Day 2: The High Speed Scene – The High Speed Scene
- For the Kids (2:12)
- Assingear (2:27)
- The I-ROC Z Song (3:21)
- Hottie (3:12)
- In the Know (3:13)
- Hello Hello (2:40)
- Crazy Star (2:56)
- Last Chance (3:36)
- Revolutionary Fervor (2:13)
- Allaboutit (2:56)
- All Swans (2:34)
Day 2’s album comes courtesy of San Fran based power-pop trio the High Speed Scene. Their 2005 self-titled LP, The High Speed Scene is rare to find in CD form, so if you have a copy consider yourself lucky. The album is cruchy, raw, quick paced, and very sophomoric… which isn’t bad thing at all.

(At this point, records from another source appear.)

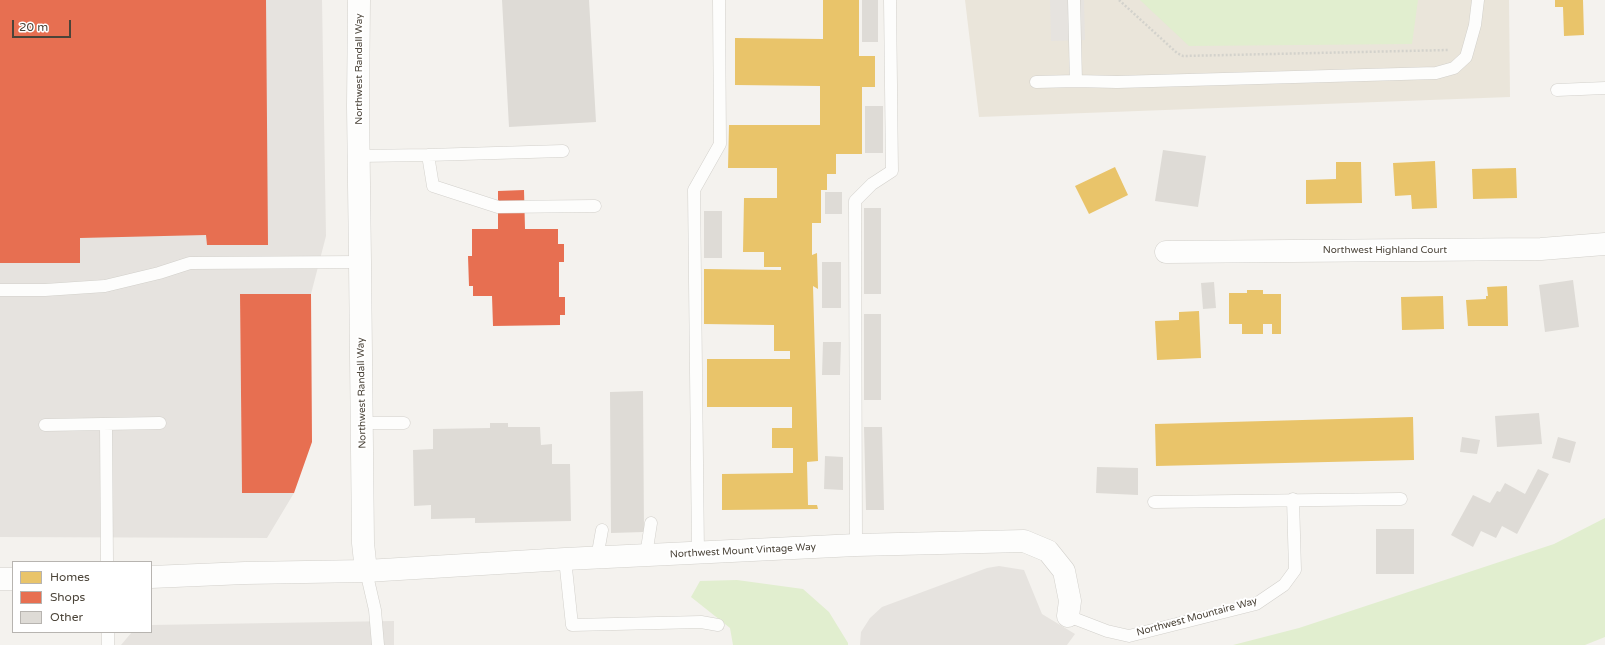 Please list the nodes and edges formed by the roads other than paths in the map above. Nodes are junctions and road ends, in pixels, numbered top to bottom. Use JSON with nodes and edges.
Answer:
{"nodes":[{"id":1,"x":359,"y":0,"type":"edge"},
{"id":2,"x":719,"y":0,"type":"edge"},
{"id":3,"x":890,"y":0,"type":"edge"},
{"id":4,"x":1074,"y":0,"type":"edge"},
{"id":5,"x":1478,"y":0,"type":"edge"},
{"id":6,"x":1076,"y":80,"type":"junction"},
{"id":7,"x":1036,"y":82,"type":"dead end"},
{"id":8,"x":1605,"y":88,"type":"edge"},
{"id":9,"x":1557,"y":90,"type":"dead end"},
{"id":10,"x":563,"y":152,"type":"dead end"},
{"id":11,"x":428,"y":155,"type":"junction"},
{"id":12,"x":359,"y":156,"type":"junction"},
{"id":13,"x":595,"y":206,"type":"dead end"},
{"id":14,"x":1605,"y":244,"type":"edge"},
{"id":15,"x":1166,"y":252,"type":"dead end"},
{"id":16,"x":360,"y":262,"type":"junction"},
{"id":17,"x":0,"y":290,"type":"edge"},
{"id":18,"x":160,"y":423,"type":"dead end"},
{"id":19,"x":362,"y":423,"type":"junction"},
{"id":20,"x":404,"y":423,"type":"dead end"},
{"id":21,"x":106,"y":424,"type":"junction"},
{"id":22,"x":45,"y":425,"type":"dead end"},
{"id":23,"x":1293,"y":499,"type":"junction"},
{"id":24,"x":1401,"y":499,"type":"dead end"},
{"id":25,"x":1154,"y":502,"type":"dead end"},
{"id":26,"x":651,"y":523,"type":"dead end"},
{"id":27,"x":602,"y":530,"type":"dead end"},
{"id":28,"x":856,"y":545,"type":"junction"},
{"id":29,"x":698,"y":553,"type":"junction"},
{"id":30,"x":646,"y":555,"type":"junction"},
{"id":31,"x":597,"y":558,"type":"junction"},
{"id":32,"x":565,"y":559,"type":"junction"},
{"id":33,"x":107,"y":561,"type":"edge"},
{"id":34,"x":366,"y":571,"type":"junction"},
{"id":35,"x":152,"y":577,"type":"edge"},
{"id":36,"x":12,"y":579,"type":"edge"},
{"id":37,"x":0,"y":580,"type":"edge"},
{"id":38,"x":1068,"y":616,"type":"joint"},
{"id":39,"x":718,"y":625,"type":"dead end"},
{"id":40,"x":108,"y":633,"type":"edge"},
{"id":41,"x":108,"y":645,"type":"edge"},
{"id":42,"x":378,"y":645,"type":"edge"}],
"edges":[{"from":1,"to":12,"type":"street","name":"Northwest Randall Way"},
{"from":2,"to":29,"type":"lane"},
{"from":3,"to":28,"type":"lane"},
{"from":4,"to":6,"type":"lane"},
{"from":5,"to":6,"type":"lane"},
{"from":6,"to":7,"type":"lane"},
{"from":8,"to":9,"type":"lane"},
{"from":10,"to":11,"type":"lane"},
{"from":11,"to":12,"type":"lane"},
{"from":11,"to":13,"type":"lane"},
{"from":12,"to":16,"type":"street","name":"Northwest Randall Way"},
{"from":14,"to":15,"type":"street","name":"Northwest Highland Court"},
{"from":16,"to":17,"type":"lane"},
{"from":16,"to":19,"type":"street","name":"Northwest Randall Way"},
{"from":18,"to":21,"type":"lane"},
{"from":19,"to":20,"type":"lane"},
{"from":19,"to":34,"type":"street","name":"Northwest Randall Way"},
{"from":21,"to":22,"type":"lane"},
{"from":21,"to":33,"type":"lane"},
{"from":23,"to":24,"type":"lane"},
{"from":23,"to":25,"type":"lane"},
{"from":23,"to":38,"type":"lane","name":"Northwest Mountaire Way"},
{"from":26,"to":30,"type":"lane"},
{"from":27,"to":31,"type":"lane"},
{"from":28,"to":29,"type":"street","name":"Northwest Mount Vintage Way"},
{"from":28,"to":38,"type":"street","name":"Northwest Mount Vintage Way"},
{"from":29,"to":30,"type":"street","name":"Northwest Mount Vintage Way"},
{"from":30,"to":31,"type":"street","name":"Northwest Mount Vintage Way"},
{"from":31,"to":32,"type":"street","name":"Northwest Mount Vintage Way"},
{"from":32,"to":34,"type":"street","name":"Northwest Mount Vintage Way"},
{"from":32,"to":39,"type":"lane"},
{"from":34,"to":35,"type":"street"},
{"from":34,"to":42,"type":"lane"},
{"from":36,"to":37,"type":"street"},
{"from":40,"to":41,"type":"lane"}]}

Thoughts on the track listing
The album starts off with“For The Kids”. While the lyrics are a bit sophomoric talking about riding his BMX bike and flipping the bird to “the biz”. The song itself is pretty much power pop standard, nothing out of the ordinary about it. But what’s different is the trio, rounded by bassist Domen Vajevec and drummer Adam Aaronson, have a sense of urgency about them which is not really seen nowadays. The track’s verses pay off when you hear the raucous and yet seemingly tight chorus. “Assingear”, the second track is a play on words for the track title, which is par for the course. More of the same for the sound. The melody reaches out, grabs you, and pulls you in.

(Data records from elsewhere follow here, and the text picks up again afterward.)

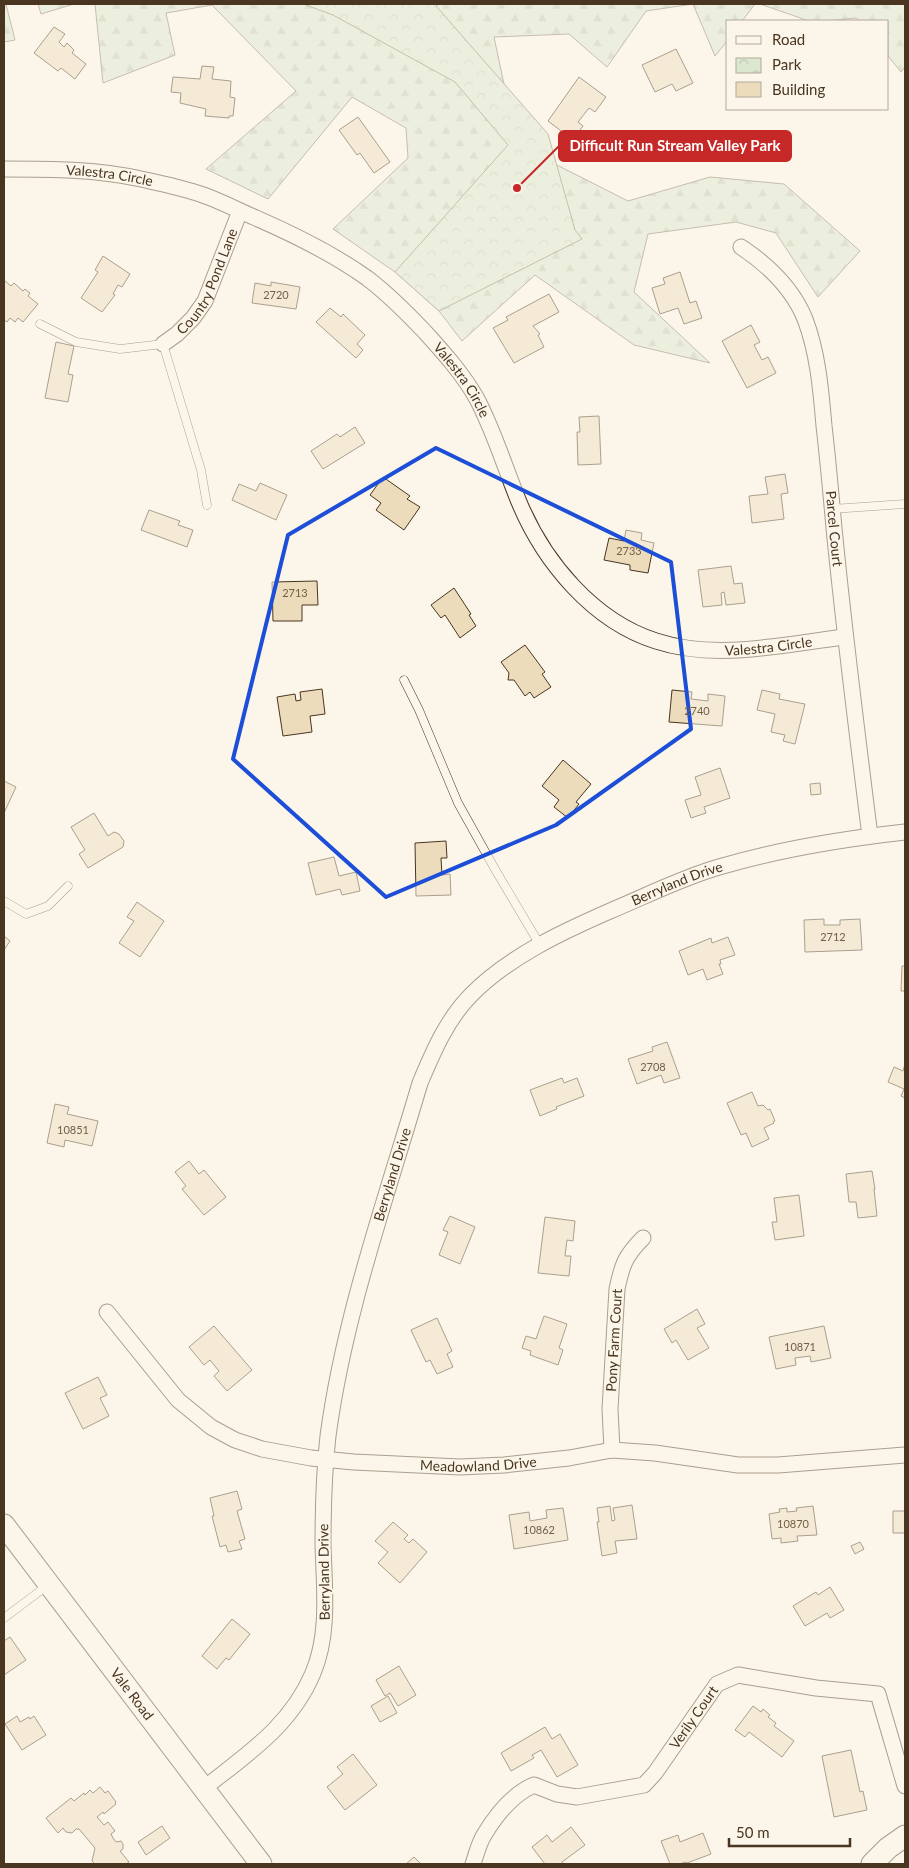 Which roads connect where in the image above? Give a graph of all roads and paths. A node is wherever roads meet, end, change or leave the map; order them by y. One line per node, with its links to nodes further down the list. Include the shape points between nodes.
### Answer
1 (4, 170): 2 (street, Valestra Circle, via 93,171 139,178 199,194)
2 (240, 211): 5 (street, Country Pond Lane, via 204,301 193,318); 9 (street, Valestra Circle, via 296,235 339,259 376,285 441,349 477,400 520,505 537,537 565,577 611,619 655,641 682,648 738,650)
3 (741, 247): 8 (street, Parcel Court, via 780,278 805,318 820,382)
4 (40, 324): 5 (lane, via 76,342 120,349)
5 (163, 344): 7 (lane, via 201,470)
6 (905, 504): 8 (lane)
7 (207, 505)
8 (832, 509): 9 (street, Parcel Court)
9 (845, 637): 12 (street, Parcel Court)
10 (404, 680): 15 (lane, via 458,803)
11 (905, 832): 12 (street, Berryland Drive)
12 (870, 836): 15 (street, Berryland Drive, via 817,843 717,867 576,926)
13 (68, 886): 14 (lane, via 48,906 26,914)
14 (4, 901)
15 (540, 946): 20 (street, Berryland Drive, via 505,966 470,995 444,1031 431,1056 420,1083 355,1304 341,1360)
16 (643, 1238): 18 (street, Pony Farm Court, via 629,1252 617,1289 610,1409)
17 (107, 1312): 20 (street, Meadowland Drive, via 178,1400 211,1427 262,1449)
18 (612, 1450): 19 (street, Meadowland Drive, via 738,1465); 20 (street, Meadowland Drive, via 569,1458 460,1467)
19 (905, 1455)
20 (326, 1460): 25 (street, Berryland Drive, via 323,1522 325,1621 314,1672 289,1716)
21 (4, 1525): 22 (main road, Vale Road)
22 (49, 1584): 23 (lane); 25 (main road, Vale Road)
23 (4, 1618)
24 (905, 1786): 28 (street, Verily Court, via 878,1694 738,1675 717,1684 644,1785 577,1797 556,1794 534,1785 522,1790 484,1835)
25 (203, 1789): 27 (main road, Vale Road)
26 (905, 1836): 29 (main road)
27 (260, 1864)
28 (473, 1864)
29 (872, 1864)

The anchor of the album which is, “The IROC-Z Song”, is featured in MVP Baseball 2005, holds down the album. It’s more of the same crunchy guitar and sense of urgency with this song. The lyrics stick out the most. It is like a high school nerd or band geek’s soundtrack to life with lyrics like “He’s making fun because I play in marching band/he’s getting action while I get my farmer’s tan” and “He plays the ladies man/he plays it cool/I play my guitar and I play it by the rules”. The song makes various references to Van Halen (four finger tapping and Van Halen is the man), to Taco Bell (he’s spinning donuts out front of Taco Bell), and Oakleys. The chorus brings it all together with an infectious chorus.
I thought one of the better songs was “Hottie”. It reeks of that youthful and sophomoric sentimentality heard throughout the album. An ode to having a hottie, a hot girlfriend, or a better one. “Fuck & Spend” seems like an unfinished effort at roughly 90 seconds long. It tries to replicate the pop-punk/punk-meets-power pop, but does a poor job.

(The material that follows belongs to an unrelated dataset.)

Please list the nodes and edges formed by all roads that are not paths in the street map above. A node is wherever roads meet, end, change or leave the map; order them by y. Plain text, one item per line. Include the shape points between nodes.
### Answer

“In the Know” is probably the best song on the album with it sounding a lot like Franz Ferdinand fused with The Killers mashed together with some Blondie. This momentum from “In The Know” carries over into “Hello Hello”, but it is not quite the same as the previous tune.
As for the rest of the tracks, they hold par for the course with the previous songs, with exception to “Last Chance” and “All Swans”. “Last Chance” attempts to slow things down and adds a bit of piano to the mix. It’s not the best, but it’s far from the worst. “All Swans” really slows it down and starts out softly but builds up to a feverish and loud crescendo with Hart belting out “All Swans not beautiful…” during the ending of the song.
Thoughts on the album:
The album is full of poppy punk songs, filled with stereotypical power pop guitar riffs, and juvenile lyrics made for that teenage mallrat and socially rejected high schooler. But that’s it’s selling point. Every song is upbeat and melodic: perfect for the summertime or anytime. The lyrics in each song, while nothing to write home about, each song brings out the youth in you. Who says all music has to revolutionary, cutting edge, and complex? As my Basic Spanish II professor once said, “Sometimes, simple is better” and in this case it is. While the CD version may be hard to find now, you can download the entire album off Amazon MP3 for less than $9.
Suggestion: If you get the CD, you get the artwork from the band which is part of the appear itself.
Conclusion: quit taking your rock so seriously for 40 minutes, you won’t be disappointed.
There’s a definite fine line between immaturity and outright stupidity. The High Speed Scene knew this, and they also knew you can’t fool the kids. Thankfully, they didn’t bother to try. This album can be defined as: simple, sophomoric, and juvenile, yet surprisingly fun to listen to.